(Available records Opens)
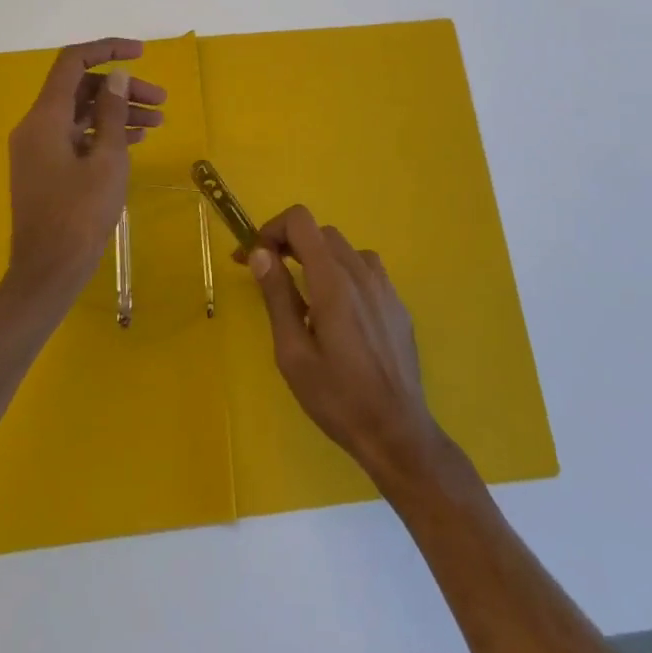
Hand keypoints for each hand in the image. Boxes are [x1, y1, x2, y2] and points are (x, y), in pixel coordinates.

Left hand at [6, 39, 165, 304]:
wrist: (47, 273)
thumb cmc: (80, 215)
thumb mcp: (106, 160)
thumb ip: (111, 112)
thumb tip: (117, 75)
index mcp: (45, 118)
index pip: (72, 63)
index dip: (107, 49)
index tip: (141, 52)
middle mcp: (36, 126)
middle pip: (82, 89)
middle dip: (122, 88)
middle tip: (161, 101)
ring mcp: (39, 149)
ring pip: (82, 114)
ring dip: (118, 112)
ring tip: (158, 123)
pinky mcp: (47, 169)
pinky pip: (77, 137)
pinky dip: (105, 133)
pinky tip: (136, 140)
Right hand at [246, 205, 447, 488]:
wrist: (397, 432)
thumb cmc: (337, 397)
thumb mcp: (293, 352)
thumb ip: (277, 296)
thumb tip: (260, 252)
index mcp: (333, 280)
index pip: (301, 221)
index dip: (272, 229)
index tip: (253, 256)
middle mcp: (362, 272)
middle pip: (321, 233)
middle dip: (291, 244)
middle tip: (270, 275)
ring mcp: (385, 286)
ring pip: (345, 250)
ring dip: (319, 259)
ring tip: (305, 296)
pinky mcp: (397, 304)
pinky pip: (366, 272)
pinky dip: (343, 275)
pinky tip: (338, 314)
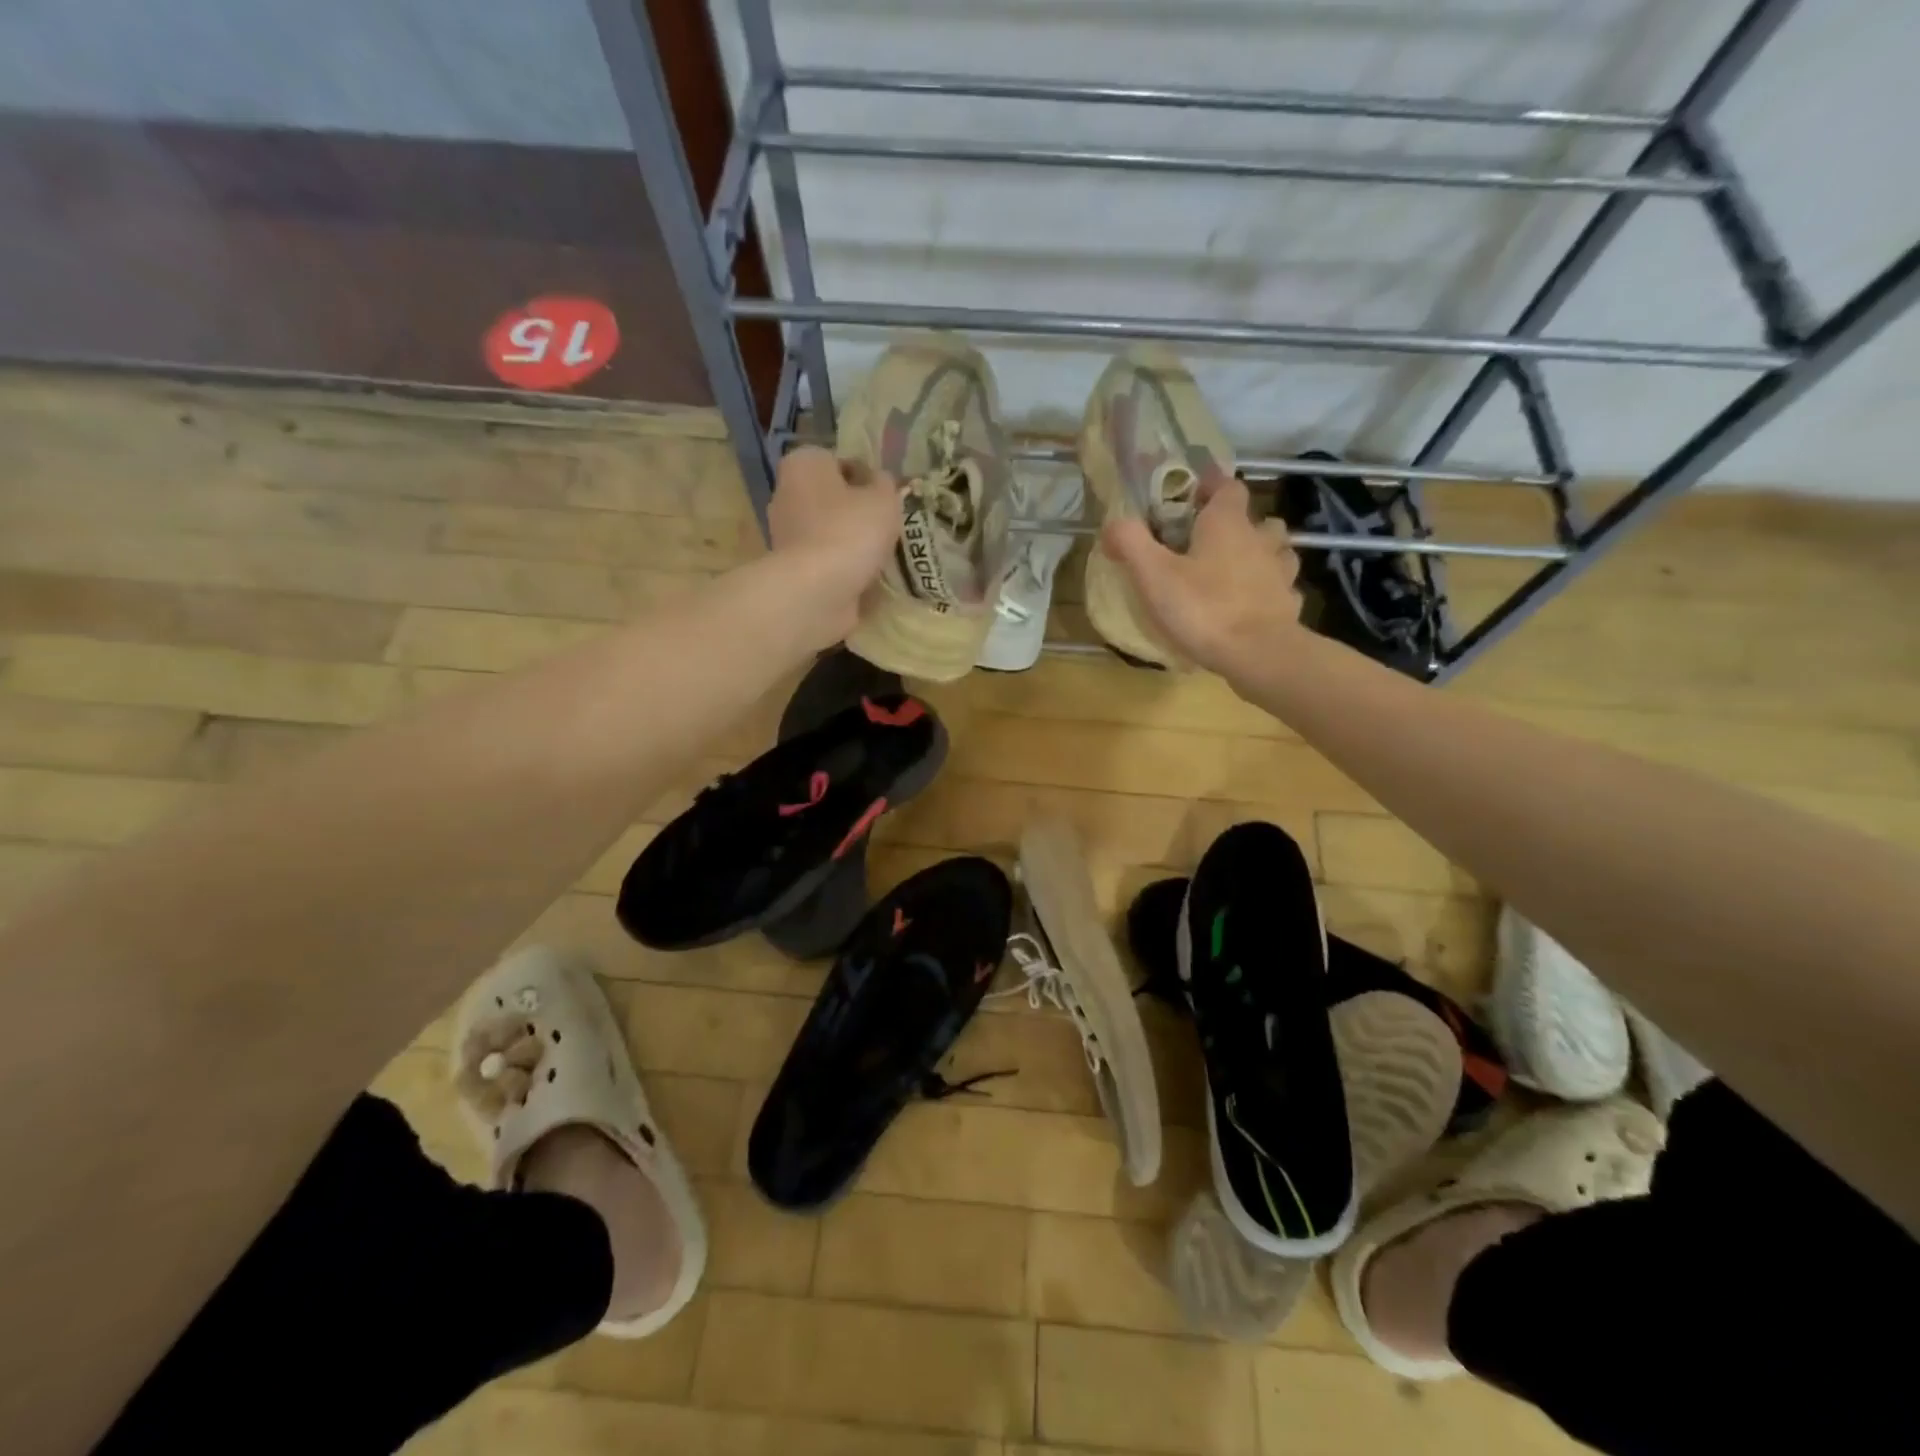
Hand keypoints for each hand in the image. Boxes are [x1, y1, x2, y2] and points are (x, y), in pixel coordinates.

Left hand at [766, 446, 904, 644]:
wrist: (815, 592)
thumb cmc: (850, 531)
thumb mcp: (884, 498)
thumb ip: (886, 484)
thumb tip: (880, 482)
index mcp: (804, 464)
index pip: (839, 461)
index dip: (867, 477)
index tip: (887, 497)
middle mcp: (787, 494)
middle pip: (832, 498)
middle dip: (857, 511)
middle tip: (887, 526)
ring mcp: (786, 534)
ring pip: (828, 530)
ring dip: (851, 541)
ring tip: (882, 554)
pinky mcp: (792, 569)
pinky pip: (825, 560)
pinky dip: (842, 567)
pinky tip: (866, 576)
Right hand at [1100, 477, 1304, 679]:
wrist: (1258, 654)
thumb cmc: (1203, 608)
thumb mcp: (1153, 575)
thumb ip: (1130, 542)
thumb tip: (1112, 524)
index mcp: (1227, 524)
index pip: (1227, 486)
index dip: (1211, 486)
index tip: (1193, 494)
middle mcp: (1260, 539)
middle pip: (1256, 519)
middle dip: (1238, 524)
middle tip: (1211, 541)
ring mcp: (1280, 572)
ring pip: (1277, 551)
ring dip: (1260, 554)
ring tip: (1237, 571)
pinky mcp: (1288, 605)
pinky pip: (1281, 588)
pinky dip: (1268, 591)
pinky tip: (1252, 606)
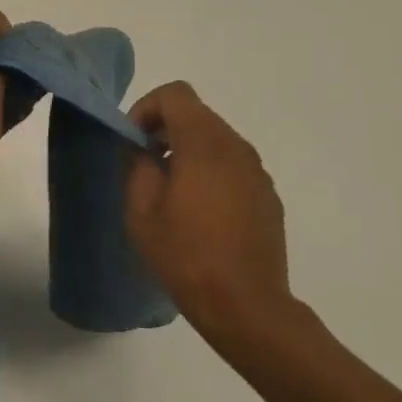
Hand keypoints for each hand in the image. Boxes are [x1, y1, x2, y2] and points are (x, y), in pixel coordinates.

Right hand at [125, 82, 293, 337]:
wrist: (247, 306)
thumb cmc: (186, 256)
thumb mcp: (142, 211)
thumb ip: (137, 166)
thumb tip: (141, 148)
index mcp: (204, 144)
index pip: (176, 94)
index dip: (147, 107)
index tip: (133, 140)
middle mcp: (236, 147)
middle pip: (197, 114)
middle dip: (165, 129)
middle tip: (144, 164)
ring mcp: (257, 171)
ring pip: (216, 139)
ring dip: (188, 150)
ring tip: (170, 190)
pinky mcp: (268, 195)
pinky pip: (233, 166)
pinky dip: (211, 171)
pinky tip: (200, 212)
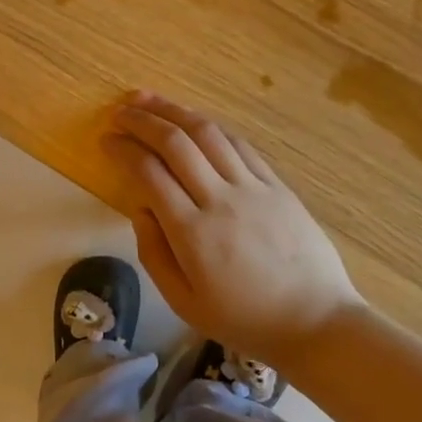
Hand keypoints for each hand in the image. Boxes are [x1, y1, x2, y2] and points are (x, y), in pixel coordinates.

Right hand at [104, 90, 362, 369]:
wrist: (316, 322)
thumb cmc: (244, 319)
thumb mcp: (184, 303)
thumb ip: (154, 254)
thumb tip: (140, 208)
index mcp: (192, 232)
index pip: (149, 173)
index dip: (123, 149)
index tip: (105, 139)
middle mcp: (220, 199)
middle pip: (176, 143)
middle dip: (143, 120)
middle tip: (120, 110)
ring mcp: (253, 188)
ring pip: (209, 134)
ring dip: (175, 111)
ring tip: (150, 100)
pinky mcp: (277, 185)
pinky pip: (240, 145)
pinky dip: (212, 127)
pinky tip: (196, 121)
(Available records Closes)
▶ **Work to complete**:
A faithful copy of every record is required, with no pictures included.

▶ **Task output**:
Hand keypoints for each hand in the image. Boxes are [x1, y1, x2, y2] and points are (x, y), in pixel coordinates.

Left hand at [6, 39, 165, 304]:
wrist: (47, 273)
thumb cmc: (80, 215)
thumb mcp: (106, 160)
thumb ip: (111, 112)
thumb tip: (117, 75)
index mcp: (45, 118)
index pip: (72, 63)
index dip: (107, 49)
index tip: (141, 52)
middle mcp: (36, 126)
middle pip: (82, 89)
middle dip: (122, 88)
middle tip: (161, 101)
ring mcp: (39, 149)
ring pip: (82, 114)
ring dip: (118, 112)
ring tip: (158, 123)
pinky mcp: (47, 169)
pinky pip: (77, 137)
pinky dip: (105, 133)
pinky tip: (136, 140)
Right hand at [246, 205, 447, 488]:
wrist: (397, 432)
thumb cmc: (337, 397)
thumb mcp: (293, 352)
thumb ip: (277, 296)
thumb tip: (260, 252)
index mcp: (333, 280)
index pip: (301, 221)
index dip: (272, 229)
index tip: (253, 256)
middle mcp: (362, 272)
middle pip: (321, 233)
middle dip: (291, 244)
middle tip: (270, 275)
ring mcp: (385, 286)
ring pip: (345, 250)
ring dip: (319, 259)
ring tip: (305, 296)
pinky mcp: (397, 304)
pinky pip: (366, 272)
pinky dip: (343, 275)
pinky tip: (338, 314)
Hand keypoints for each hand in the image. Boxes are [x1, y1, x2, y2] and points are (x, y), in pixel coordinates.

Left hand at [766, 446, 904, 644]:
wrist: (815, 592)
thumb cmc: (850, 531)
thumb mcp: (884, 498)
thumb ip: (886, 484)
thumb tip: (880, 482)
index mcp: (804, 464)
index pip: (839, 461)
index dip: (867, 477)
index tip: (887, 497)
middle mcp: (787, 494)
middle pip: (832, 498)
middle dip: (857, 511)
middle tip: (887, 526)
ring mcp: (786, 534)
ring pip: (828, 530)
ring dip: (851, 541)
ring tip: (882, 554)
pinky mcp: (792, 569)
pinky pip: (825, 560)
pinky dip: (842, 567)
pinky tip: (866, 576)
Right hand at [1100, 477, 1304, 679]:
wrist: (1258, 654)
thumb cmc: (1203, 608)
thumb mcp: (1153, 575)
thumb ip: (1130, 542)
thumb tip: (1112, 524)
index mcp: (1227, 524)
index pip: (1227, 486)
index dip: (1211, 486)
index tip: (1193, 494)
middle mcp: (1260, 539)
middle pip: (1256, 519)
middle dip: (1238, 524)
middle tip: (1211, 541)
ring mcp: (1280, 572)
ring pip: (1277, 551)
ring dip: (1260, 554)
ring tip: (1237, 571)
pinky mcp: (1288, 605)
pinky pip: (1281, 588)
pinky dip: (1268, 591)
pinky tip: (1252, 606)
Hand keypoints for each hand in the image. Boxes are [x1, y1, x2, y2] and points are (x, y), in pixel coordinates.

Right hand at [125, 82, 293, 337]:
wrist: (247, 306)
thumb cmc: (186, 256)
thumb mcp: (142, 211)
thumb ip: (137, 166)
thumb tip: (141, 148)
index mcp: (204, 144)
index pip: (176, 94)
index dip: (147, 107)
index tip: (133, 140)
middle mcp: (236, 147)
middle pip: (197, 114)
middle dip: (165, 129)
middle tip: (144, 164)
ring mcp: (257, 171)
ring pip: (216, 139)
ring dip: (188, 150)
ring tip: (170, 190)
pinky mcp: (268, 195)
pinky pip: (233, 166)
pinky dip: (211, 171)
pinky tip: (200, 212)
Hand keypoints for each hand in the image. Boxes are [x1, y1, x2, y2] and points are (x, y), in pixel coordinates.

Right hand at [104, 90, 362, 369]:
wrist: (316, 322)
thumb cmc: (244, 319)
thumb mcp: (184, 303)
thumb ip: (154, 254)
thumb tip: (140, 208)
index mcp: (192, 232)
index pip: (149, 173)
index dip: (123, 149)
index tip: (105, 139)
middle mcp: (220, 199)
middle pip: (176, 143)
middle dip: (143, 120)
middle tip: (120, 110)
ring mcp: (253, 188)
ring pip: (209, 134)
ring dip: (175, 111)
ring tip: (150, 100)
pinky mcp: (277, 185)
pinky pip: (240, 145)
pinky dip: (212, 127)
pinky tip: (196, 121)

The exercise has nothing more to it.